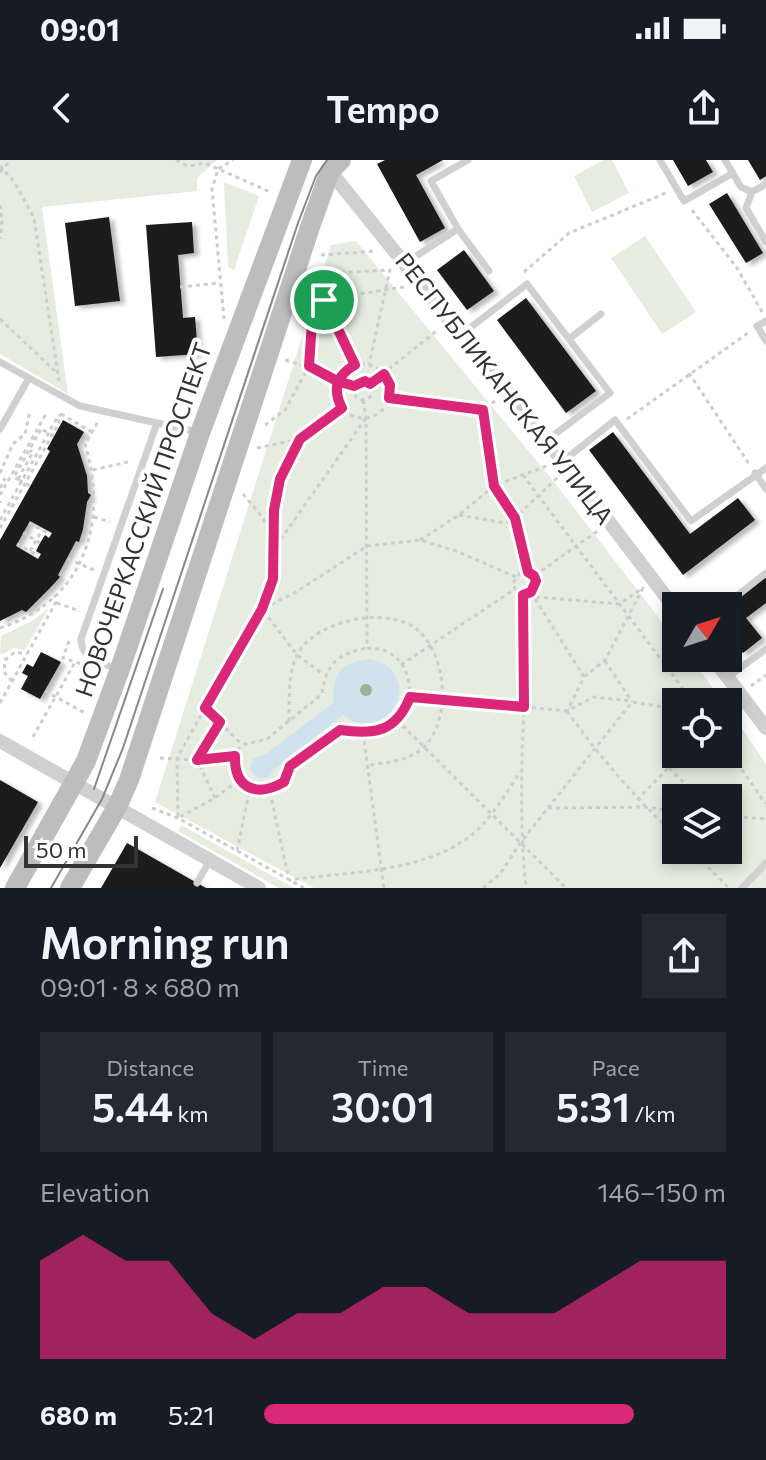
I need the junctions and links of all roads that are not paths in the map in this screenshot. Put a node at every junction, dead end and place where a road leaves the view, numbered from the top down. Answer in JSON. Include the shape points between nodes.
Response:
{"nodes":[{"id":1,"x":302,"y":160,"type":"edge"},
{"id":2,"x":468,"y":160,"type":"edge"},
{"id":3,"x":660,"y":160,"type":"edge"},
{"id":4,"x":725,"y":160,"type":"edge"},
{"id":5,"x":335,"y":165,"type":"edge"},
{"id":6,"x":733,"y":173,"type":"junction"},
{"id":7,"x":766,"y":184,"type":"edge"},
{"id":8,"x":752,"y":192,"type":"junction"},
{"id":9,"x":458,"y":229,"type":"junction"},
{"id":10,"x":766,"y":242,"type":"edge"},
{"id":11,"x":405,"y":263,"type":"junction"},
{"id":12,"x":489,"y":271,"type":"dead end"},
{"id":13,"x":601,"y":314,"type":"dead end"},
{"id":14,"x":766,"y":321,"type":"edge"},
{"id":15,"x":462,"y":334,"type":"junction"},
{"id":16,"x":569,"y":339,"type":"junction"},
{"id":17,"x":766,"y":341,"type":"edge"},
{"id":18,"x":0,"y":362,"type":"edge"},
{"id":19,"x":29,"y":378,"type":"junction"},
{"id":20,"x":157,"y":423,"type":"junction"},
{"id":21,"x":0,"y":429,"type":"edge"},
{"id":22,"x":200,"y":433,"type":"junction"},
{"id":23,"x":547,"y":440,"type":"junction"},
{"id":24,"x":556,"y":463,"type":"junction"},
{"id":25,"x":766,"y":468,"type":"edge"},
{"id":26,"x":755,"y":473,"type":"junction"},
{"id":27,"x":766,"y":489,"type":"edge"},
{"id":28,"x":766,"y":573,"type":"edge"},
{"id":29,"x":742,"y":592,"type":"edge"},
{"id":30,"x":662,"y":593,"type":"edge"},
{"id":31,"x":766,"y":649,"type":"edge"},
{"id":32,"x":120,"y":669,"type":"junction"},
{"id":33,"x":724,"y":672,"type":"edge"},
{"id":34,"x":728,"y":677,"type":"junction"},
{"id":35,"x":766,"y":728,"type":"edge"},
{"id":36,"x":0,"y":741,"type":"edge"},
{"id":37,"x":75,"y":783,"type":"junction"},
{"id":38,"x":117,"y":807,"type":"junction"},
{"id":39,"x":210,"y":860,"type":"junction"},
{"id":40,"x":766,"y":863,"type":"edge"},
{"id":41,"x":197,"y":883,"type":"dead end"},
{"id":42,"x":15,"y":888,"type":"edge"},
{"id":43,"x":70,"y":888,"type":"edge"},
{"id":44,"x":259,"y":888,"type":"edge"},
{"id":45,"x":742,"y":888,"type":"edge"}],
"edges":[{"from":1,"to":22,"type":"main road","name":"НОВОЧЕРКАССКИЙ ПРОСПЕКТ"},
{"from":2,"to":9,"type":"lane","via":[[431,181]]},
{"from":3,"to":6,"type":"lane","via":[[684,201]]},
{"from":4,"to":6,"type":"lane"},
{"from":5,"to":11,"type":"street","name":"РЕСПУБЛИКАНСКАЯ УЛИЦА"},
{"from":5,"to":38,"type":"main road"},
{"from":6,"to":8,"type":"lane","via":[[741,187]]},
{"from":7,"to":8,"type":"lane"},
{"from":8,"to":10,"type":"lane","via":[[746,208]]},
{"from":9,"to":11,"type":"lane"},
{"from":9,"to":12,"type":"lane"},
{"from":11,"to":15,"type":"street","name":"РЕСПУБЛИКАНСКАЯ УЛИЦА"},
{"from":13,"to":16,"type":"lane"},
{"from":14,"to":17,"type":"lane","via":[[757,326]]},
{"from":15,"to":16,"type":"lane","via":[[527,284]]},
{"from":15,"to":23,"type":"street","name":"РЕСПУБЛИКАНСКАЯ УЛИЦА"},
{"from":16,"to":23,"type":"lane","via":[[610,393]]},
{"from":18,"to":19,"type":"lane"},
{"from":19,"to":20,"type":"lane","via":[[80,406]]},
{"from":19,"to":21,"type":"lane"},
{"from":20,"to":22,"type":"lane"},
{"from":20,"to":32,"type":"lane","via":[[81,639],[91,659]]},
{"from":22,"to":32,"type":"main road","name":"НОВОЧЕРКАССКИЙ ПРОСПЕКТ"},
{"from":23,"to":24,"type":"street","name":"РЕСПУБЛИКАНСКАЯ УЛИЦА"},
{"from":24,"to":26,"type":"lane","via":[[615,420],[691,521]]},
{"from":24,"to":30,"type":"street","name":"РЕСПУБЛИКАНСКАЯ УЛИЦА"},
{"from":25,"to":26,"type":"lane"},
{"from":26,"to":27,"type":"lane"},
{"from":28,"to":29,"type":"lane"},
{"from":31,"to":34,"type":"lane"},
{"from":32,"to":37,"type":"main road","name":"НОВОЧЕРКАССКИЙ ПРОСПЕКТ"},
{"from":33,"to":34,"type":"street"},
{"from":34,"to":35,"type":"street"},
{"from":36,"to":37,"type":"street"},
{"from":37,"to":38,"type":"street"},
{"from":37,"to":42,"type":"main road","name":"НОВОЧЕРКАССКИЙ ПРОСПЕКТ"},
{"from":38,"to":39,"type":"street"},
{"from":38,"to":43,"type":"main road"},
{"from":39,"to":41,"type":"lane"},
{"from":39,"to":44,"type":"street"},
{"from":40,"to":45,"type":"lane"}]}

┄┄┄┄┄┄

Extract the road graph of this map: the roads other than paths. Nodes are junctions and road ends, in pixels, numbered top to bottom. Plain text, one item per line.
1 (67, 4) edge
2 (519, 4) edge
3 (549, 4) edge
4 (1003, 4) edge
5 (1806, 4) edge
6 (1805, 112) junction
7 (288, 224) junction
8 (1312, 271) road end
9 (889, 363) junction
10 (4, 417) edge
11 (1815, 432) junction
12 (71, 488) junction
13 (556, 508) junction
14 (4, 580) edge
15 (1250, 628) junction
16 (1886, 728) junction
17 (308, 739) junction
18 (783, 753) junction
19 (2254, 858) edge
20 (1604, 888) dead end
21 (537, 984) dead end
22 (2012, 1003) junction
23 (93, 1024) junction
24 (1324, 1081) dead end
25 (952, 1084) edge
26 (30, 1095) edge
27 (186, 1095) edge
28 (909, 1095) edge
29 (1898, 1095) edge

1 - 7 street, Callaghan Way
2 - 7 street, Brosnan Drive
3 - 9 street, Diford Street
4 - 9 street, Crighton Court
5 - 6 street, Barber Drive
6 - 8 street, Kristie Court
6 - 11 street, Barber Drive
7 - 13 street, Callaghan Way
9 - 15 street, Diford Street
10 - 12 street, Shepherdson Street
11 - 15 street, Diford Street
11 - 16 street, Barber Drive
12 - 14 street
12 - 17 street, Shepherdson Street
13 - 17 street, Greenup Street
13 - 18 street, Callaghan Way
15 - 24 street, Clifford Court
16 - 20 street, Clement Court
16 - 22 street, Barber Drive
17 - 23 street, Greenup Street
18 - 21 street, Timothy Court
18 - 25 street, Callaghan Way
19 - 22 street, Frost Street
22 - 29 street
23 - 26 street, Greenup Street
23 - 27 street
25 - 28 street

┄┄┄┄┄┄

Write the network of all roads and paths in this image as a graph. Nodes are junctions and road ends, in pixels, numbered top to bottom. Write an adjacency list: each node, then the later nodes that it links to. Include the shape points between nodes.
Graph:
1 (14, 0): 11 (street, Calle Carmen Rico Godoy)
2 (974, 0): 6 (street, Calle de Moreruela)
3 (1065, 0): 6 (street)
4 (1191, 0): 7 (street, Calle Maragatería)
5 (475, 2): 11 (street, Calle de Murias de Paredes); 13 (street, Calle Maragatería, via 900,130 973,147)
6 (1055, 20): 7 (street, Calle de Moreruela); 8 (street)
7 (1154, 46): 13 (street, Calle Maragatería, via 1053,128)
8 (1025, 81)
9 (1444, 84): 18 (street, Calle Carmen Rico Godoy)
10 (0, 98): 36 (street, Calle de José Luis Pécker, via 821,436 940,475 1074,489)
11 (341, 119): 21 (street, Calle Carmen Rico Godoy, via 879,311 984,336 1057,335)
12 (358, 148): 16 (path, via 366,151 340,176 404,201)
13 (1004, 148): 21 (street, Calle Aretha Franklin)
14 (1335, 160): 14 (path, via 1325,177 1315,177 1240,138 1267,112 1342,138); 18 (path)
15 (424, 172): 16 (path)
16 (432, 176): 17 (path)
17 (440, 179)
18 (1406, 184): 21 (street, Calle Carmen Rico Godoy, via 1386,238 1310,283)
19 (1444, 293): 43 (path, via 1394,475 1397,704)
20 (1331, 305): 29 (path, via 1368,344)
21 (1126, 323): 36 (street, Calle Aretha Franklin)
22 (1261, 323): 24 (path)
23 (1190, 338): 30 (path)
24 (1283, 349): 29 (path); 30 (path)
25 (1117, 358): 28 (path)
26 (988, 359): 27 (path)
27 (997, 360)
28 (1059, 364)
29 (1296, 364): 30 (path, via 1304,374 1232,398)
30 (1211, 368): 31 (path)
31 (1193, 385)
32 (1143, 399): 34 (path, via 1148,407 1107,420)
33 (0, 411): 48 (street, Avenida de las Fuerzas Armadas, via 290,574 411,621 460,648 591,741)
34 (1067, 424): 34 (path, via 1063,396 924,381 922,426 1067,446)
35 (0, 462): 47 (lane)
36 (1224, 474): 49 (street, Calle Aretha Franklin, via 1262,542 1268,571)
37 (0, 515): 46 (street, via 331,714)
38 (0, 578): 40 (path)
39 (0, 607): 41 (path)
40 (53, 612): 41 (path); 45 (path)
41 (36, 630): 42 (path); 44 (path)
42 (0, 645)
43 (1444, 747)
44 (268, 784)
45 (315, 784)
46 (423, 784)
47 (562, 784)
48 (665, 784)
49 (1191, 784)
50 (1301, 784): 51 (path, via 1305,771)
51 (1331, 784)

┄┄┄┄┄┄

Work to be completed: Report each line of the data that includes the string "ends".

Solved exercise:
Extract the road graph of this map: the roads other than paths. Nodes are junctions and road ends, in pixels, numbered top to bottom. Plain text, one item per line.
Write the network of all roads and paths in this image as a graph. Nodes are junctions and road ends, in pixels, numbered top to bottom. Write an adjacency list: each node, then the later nodes that it links to. Include the shape points between nodes.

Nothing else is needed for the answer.